Castiel não tinha direito de me deixar no vácuo. Ele não podia ter me largado assim, tão fácil. Mas, do que você tá reclamando, Stefany? Você é SÓ a vizinha legal e tapa buracos dele. É isso que você é. É isso que você sempre será.

Senti meus olhos se encherem de água. Eu estava inteiramente molhada. Mas não era por isso que eles se encharcavam. Tirei o cabelo da cara, jogando ele pra trás, enquanto rezava pra chegar bem em casa. Virei a última esquina que tinha, me aproximando da portaria do prédio.

Mas o que você esperava, hã? É o Castiel, afinal de contas.
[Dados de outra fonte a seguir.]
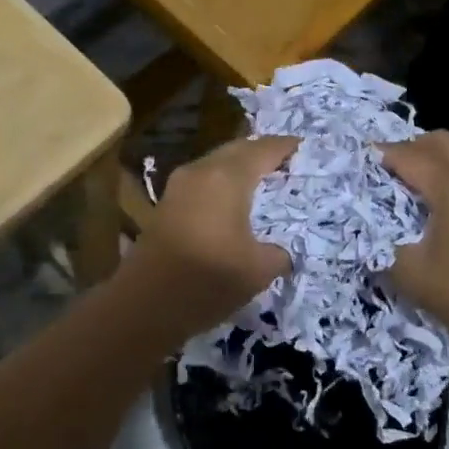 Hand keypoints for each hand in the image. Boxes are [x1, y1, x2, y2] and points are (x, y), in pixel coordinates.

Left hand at [132, 135, 297, 310]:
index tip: (303, 146)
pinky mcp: (167, 204)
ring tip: (262, 181)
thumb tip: (281, 253)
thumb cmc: (208, 278)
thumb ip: (278, 254)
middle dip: (261, 152)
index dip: (285, 146)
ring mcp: (179, 186)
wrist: (145, 303)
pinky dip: (222, 183)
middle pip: (237, 150)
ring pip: (216, 164)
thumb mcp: (258, 270)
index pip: (263, 150)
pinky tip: (233, 202)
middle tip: (285, 162)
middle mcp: (202, 171)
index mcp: (228, 177)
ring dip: (239, 167)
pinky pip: (203, 181)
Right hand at [380, 131, 448, 350]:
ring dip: (432, 160)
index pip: (407, 155)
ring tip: (410, 186)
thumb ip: (382, 244)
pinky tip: (440, 205)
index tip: (357, 162)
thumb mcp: (411, 274)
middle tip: (385, 171)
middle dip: (408, 148)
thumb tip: (369, 230)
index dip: (379, 155)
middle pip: (438, 141) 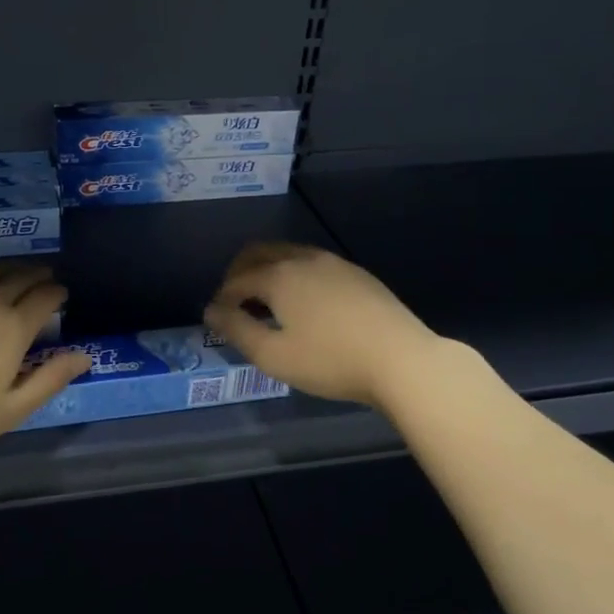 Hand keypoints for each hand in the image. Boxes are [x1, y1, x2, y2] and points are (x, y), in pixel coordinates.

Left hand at [0, 264, 92, 451]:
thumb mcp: (12, 409)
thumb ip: (51, 379)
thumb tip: (85, 356)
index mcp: (13, 326)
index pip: (45, 297)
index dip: (57, 293)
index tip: (61, 295)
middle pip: (20, 276)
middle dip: (37, 274)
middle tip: (44, 277)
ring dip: (7, 268)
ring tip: (14, 272)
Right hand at [203, 243, 446, 408]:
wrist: (402, 359)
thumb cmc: (331, 361)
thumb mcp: (274, 355)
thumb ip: (237, 330)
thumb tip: (211, 310)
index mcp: (279, 275)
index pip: (237, 280)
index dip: (222, 298)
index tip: (217, 319)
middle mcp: (303, 258)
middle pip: (259, 253)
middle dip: (239, 273)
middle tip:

Subi as escadas da portaria em um atropelo e passei reto pelo Jonh (o porteiro), preferindo subir as escadas de emergência. Eu não queria que ninguém me visse assim. Puxei a porta, fechando-a logo atrás de mim e comecei a subir os degraus, sentindo as lágrimas correrem pelo meu rosto.

Castiel não é maior de idade e “vacinado”? Ele não é livre pra ficar com quem ele quiser? Então...

Segurei meus próprios braços com força, enquanto corria, da maneira que meu corpo deixava, escada acima.

Por que isso me machuca tanto assim?

— Stefany? - escutei meu nome ser chamado por aquela voz que eu conhecia.

Droga. O que você tá fazendo aqui? Só... me deixa em paz!

Continuei subindo os degraus, chegando na segunda leva deles. Ouvi passos ecoarem atrás dos meus e senti meu coração acelerado por isso.

Vai embora, Castiel. Eu não quero conversar com você.

Nesse momento, eu já não consegui disfarçar meu choro. Ele simplesmente brotava de dentro de mim, de modo que muitas lágrimas caíam sem mesmo que eu percebesse. Ai, que saco. Chorar logo agora?

Por que isso me machuca assim?

Pisei no encontro entre as duas levas de escadas, me preparando pra subir o próximo, quando senti meu braço ser segurado com força. De novo.

Por quê?

Minha respiração deu uma súbita parada no momento em que meu corpo, em um solavanco, se virou com tudo pro Castiel. E seus olhos caíram sobre os meus. Mais uma vez. Sua respiração arfante, os cabelos molhados, a jaqueta amarrada na cintura e salpicada de água, a camisa colada em seu corpo e o gesso derretido pelo banho de chuva.

Ah, não...

Me olhava em um misto de irritação e preocupação. Olhos aflitos e confusos.

... Eu havia me apaixonado pelo Castiel.

E um barulho alto de estouro se fez. Depois disso, tudo escureceu.